The internet, airplanes, smartphones and other technologies connect everybody and everything, so that not only does all the good stuff spread, but the bad stuff too.
– Today one person with a cold can trigger a pandemic,
– One geek with a computer – or even a smartphone – can bring a whole power grid to a halt.
– Just one bank can bring the global financial system to its knees.
These problems are tied into too many factors that go beyond national borders for one country to fix on its own. The United States cannot fix climate change. Italy cannot fix migration. Mexico cannot resolve the drug trafficking problem. Greece cannot address the economic crisis alone.
We all need to cooperate and collaborate much more closely if we really want the world to work.
However, most of the time, we don’t. Why is that? According to The Good Country, this is because:
“The seven billion people who created all these problems are organised in two hundred tribes called nations. Each one is run by a government that’s totally focused on the national interest: what will make us richer, happier, safer and stronger?”
“They don’t worry too much if that makes others poorer, unhappier, more vulnerable and weaker because, well, they’re foreigners. And foreigners can’t vote.
But, will this ever change – can it? Anholt thinks it can.

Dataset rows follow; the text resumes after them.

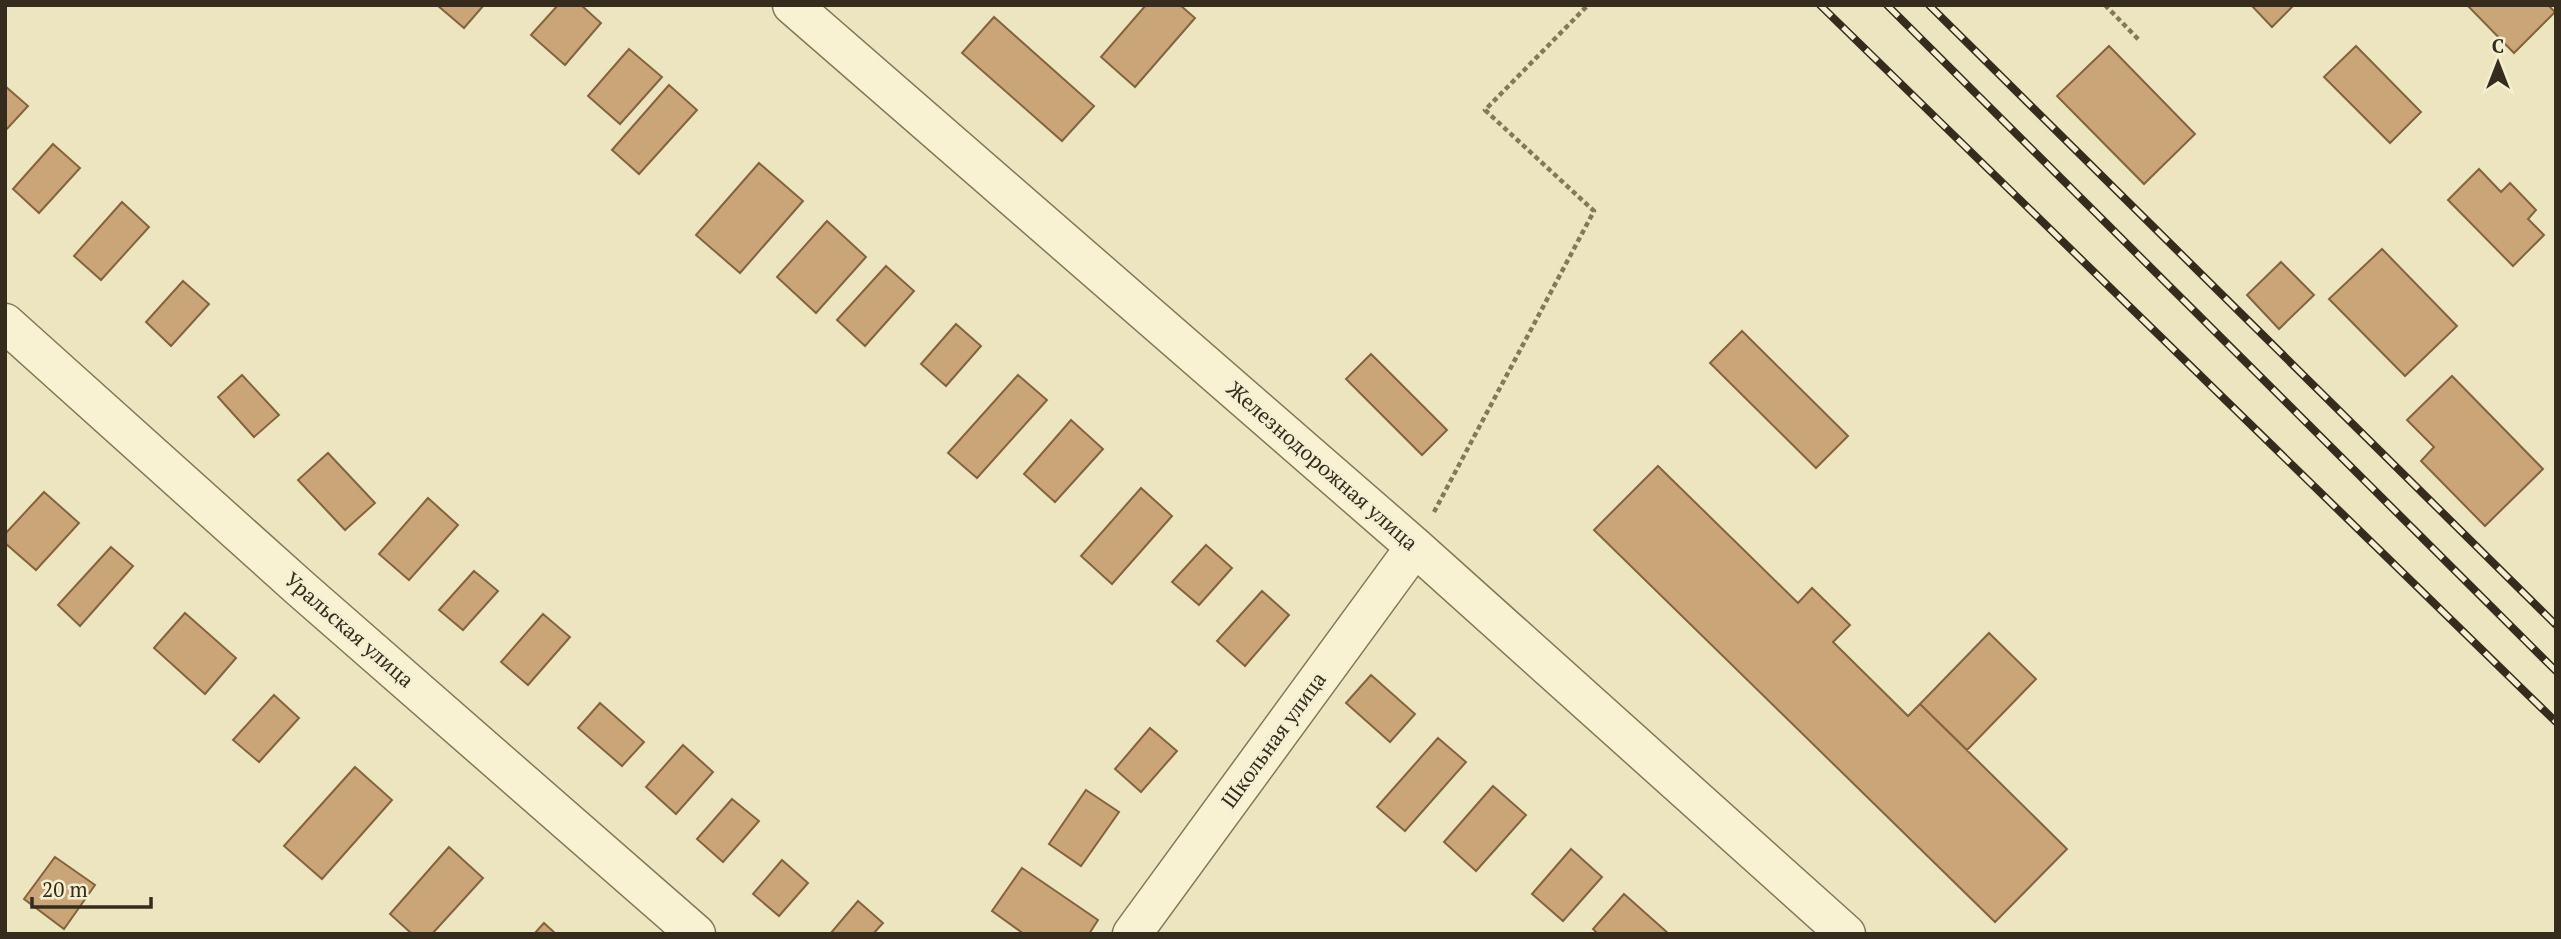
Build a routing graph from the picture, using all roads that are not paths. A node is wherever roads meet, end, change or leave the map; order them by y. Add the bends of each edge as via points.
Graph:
1 (792, 5) edge
2 (5, 323) edge
3 (1415, 547) junction
4 (696, 934) edge
5 (1132, 934) edge
6 (1846, 934) edge

1 - 3 street, Железнодорожная улица
2 - 4 street, Уральская улица
3 - 5 street, Школьная улица
3 - 6 street, Железнодорожная улица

He says it will change when we – the people who keep those governments in power – wake them all up and make them realise that the world has changed, which means that their jobs have changed with it.
We and our governments have to realise that foreigners aren’t aliens, they are humans just like we are, and we care about them.
Countries today are not islands any more, unconnected to the rest of the world. Today, they are all components of one global system. If it fails, then we all fail.
There won’t be any winners and losers any more – just losers. And the evidence of that simple truth is building up all around us, every day.
The Good Country website wrote:
“That’s why Simon Anholt started the Good Country: to change how our leaders run our countries. To help them understand they’re not just responsible for their own citizens, but for every man, woman, child and animal on the planet.”
“To tell them they’re not just responsible for their own little slice of territory, but for the whole of the earth’s surface and the atmosphere above it. And to help them act like they mean it.”